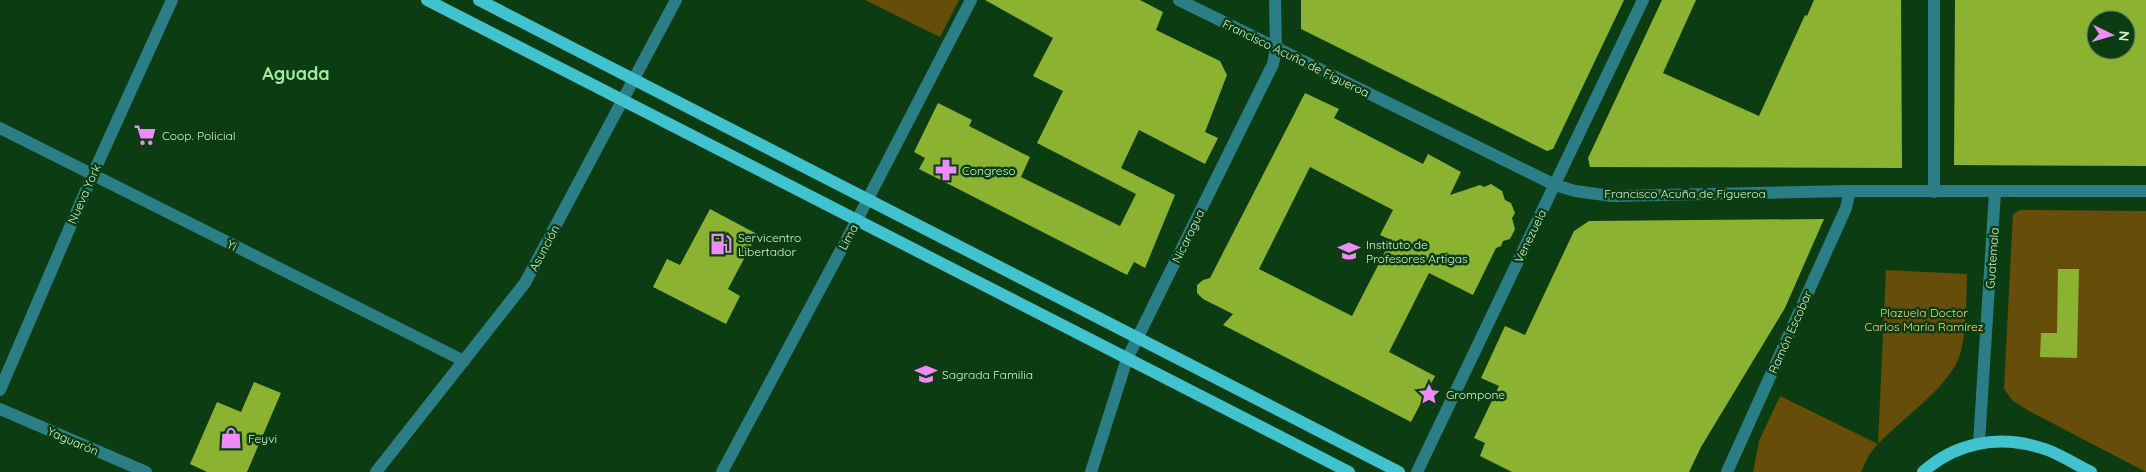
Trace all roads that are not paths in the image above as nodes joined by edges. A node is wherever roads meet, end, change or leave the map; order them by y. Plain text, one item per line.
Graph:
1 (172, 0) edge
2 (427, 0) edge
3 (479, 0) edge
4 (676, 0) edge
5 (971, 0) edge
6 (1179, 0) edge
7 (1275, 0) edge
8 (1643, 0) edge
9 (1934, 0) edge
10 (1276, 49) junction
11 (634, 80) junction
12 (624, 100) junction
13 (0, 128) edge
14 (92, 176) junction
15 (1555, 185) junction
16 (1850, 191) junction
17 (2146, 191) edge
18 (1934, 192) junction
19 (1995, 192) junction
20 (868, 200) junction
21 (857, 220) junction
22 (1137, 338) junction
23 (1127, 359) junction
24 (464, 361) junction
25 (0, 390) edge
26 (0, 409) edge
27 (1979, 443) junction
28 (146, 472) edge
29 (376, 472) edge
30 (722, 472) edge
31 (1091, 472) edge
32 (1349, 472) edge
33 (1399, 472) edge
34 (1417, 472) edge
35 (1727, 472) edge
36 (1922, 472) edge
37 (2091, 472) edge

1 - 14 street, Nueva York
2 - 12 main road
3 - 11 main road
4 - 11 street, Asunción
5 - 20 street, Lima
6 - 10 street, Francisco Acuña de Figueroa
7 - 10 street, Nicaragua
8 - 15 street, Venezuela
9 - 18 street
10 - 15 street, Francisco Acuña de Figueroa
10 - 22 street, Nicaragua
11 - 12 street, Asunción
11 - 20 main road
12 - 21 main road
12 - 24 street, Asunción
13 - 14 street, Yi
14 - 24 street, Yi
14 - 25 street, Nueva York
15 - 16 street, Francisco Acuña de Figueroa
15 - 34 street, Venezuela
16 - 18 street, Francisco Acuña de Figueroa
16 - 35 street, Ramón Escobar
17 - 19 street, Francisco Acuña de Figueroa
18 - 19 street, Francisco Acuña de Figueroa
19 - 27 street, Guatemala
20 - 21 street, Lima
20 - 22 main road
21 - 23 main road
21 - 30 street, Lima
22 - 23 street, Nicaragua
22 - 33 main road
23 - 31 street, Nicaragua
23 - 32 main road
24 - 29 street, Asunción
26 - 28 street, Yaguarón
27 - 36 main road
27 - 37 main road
---*---
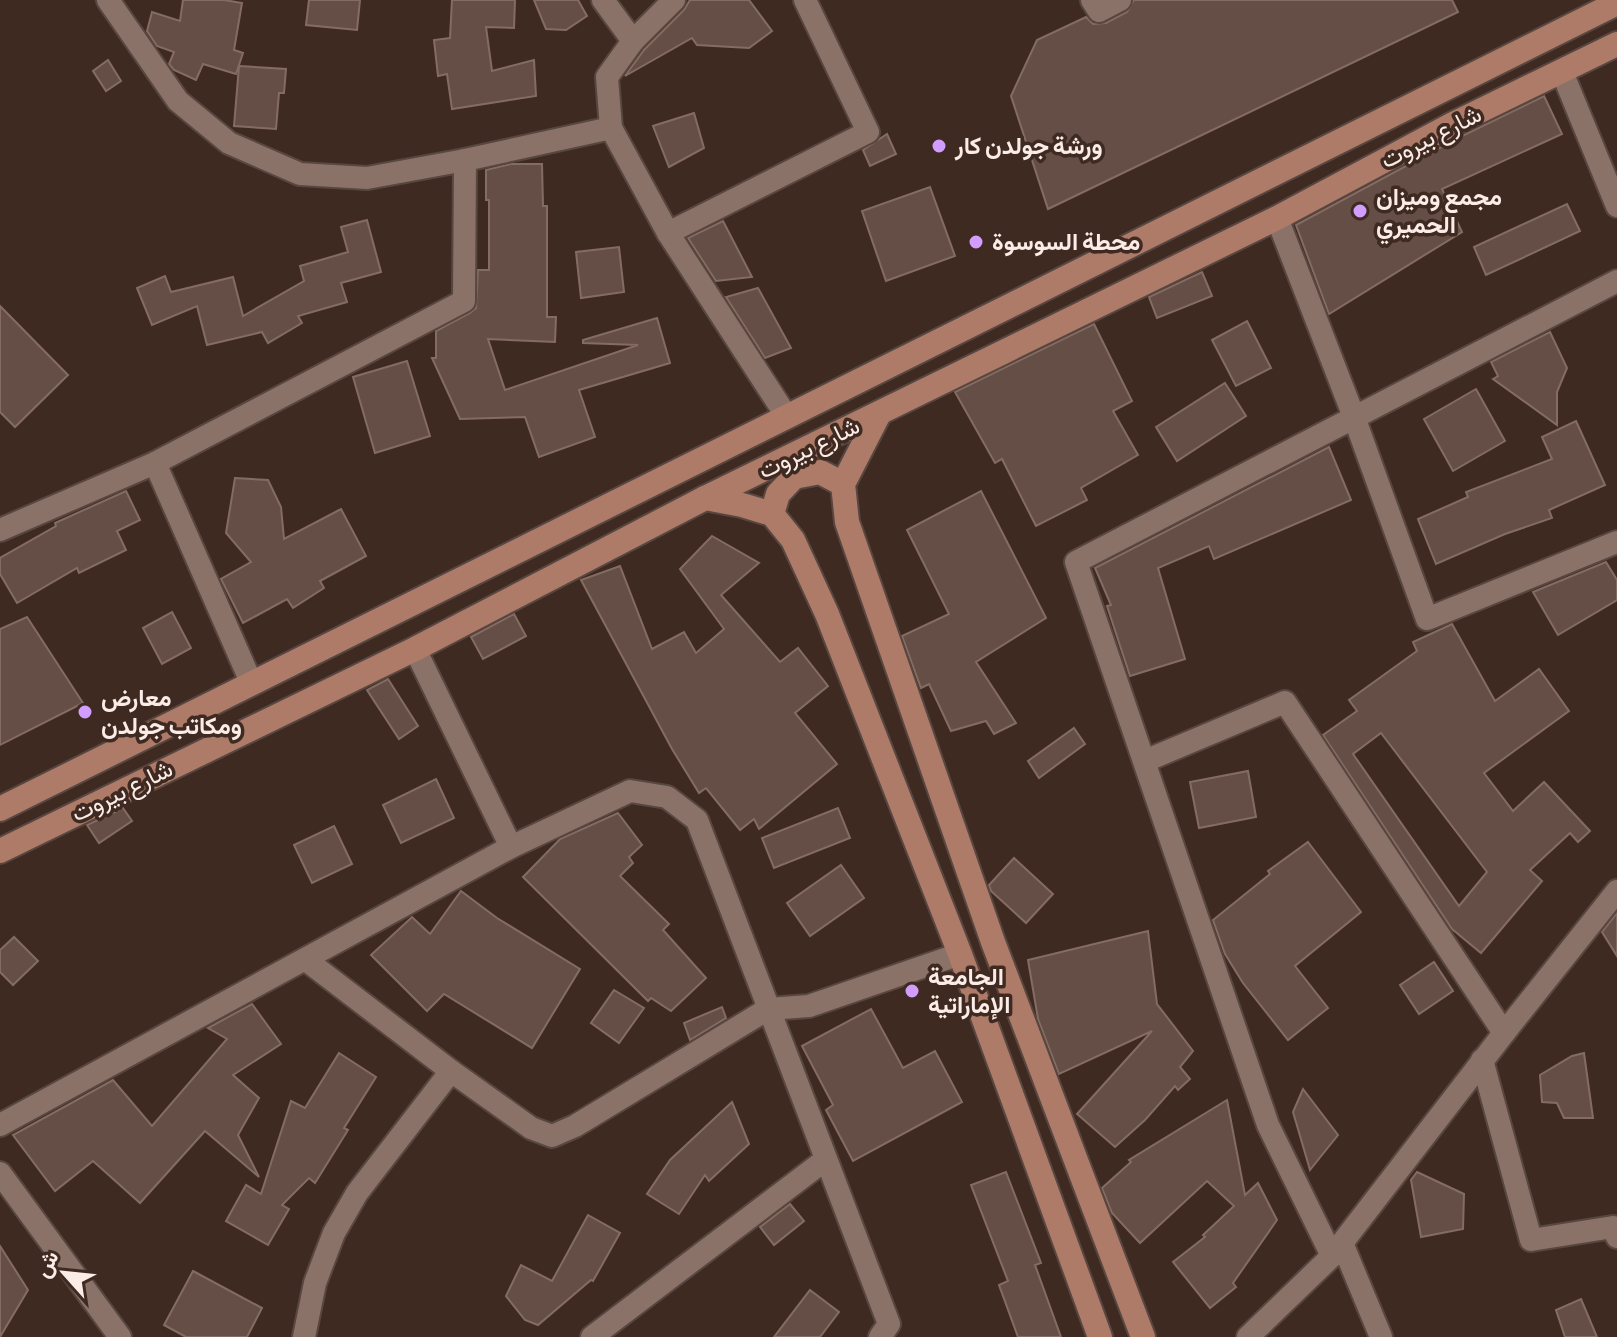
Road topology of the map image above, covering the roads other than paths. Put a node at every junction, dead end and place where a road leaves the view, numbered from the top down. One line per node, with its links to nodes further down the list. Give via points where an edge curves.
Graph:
---*---
[Task description] A line belongs in the answer if it contains the word "paths"; copy every such line from the data above.

[Output for this exercise]
Trace all roads that are not paths in the image above as nodes joined by edges. A node is wherever roads meet, end, change or leave the map; order them by y. Plain text, one item per line.
Road topology of the map image above, covering the roads other than paths. Put a node at every junction, dead end and place where a road leaves the view, numbered from the top down. One line per node, with its links to nodes further down the list. Give via points where an edge curves.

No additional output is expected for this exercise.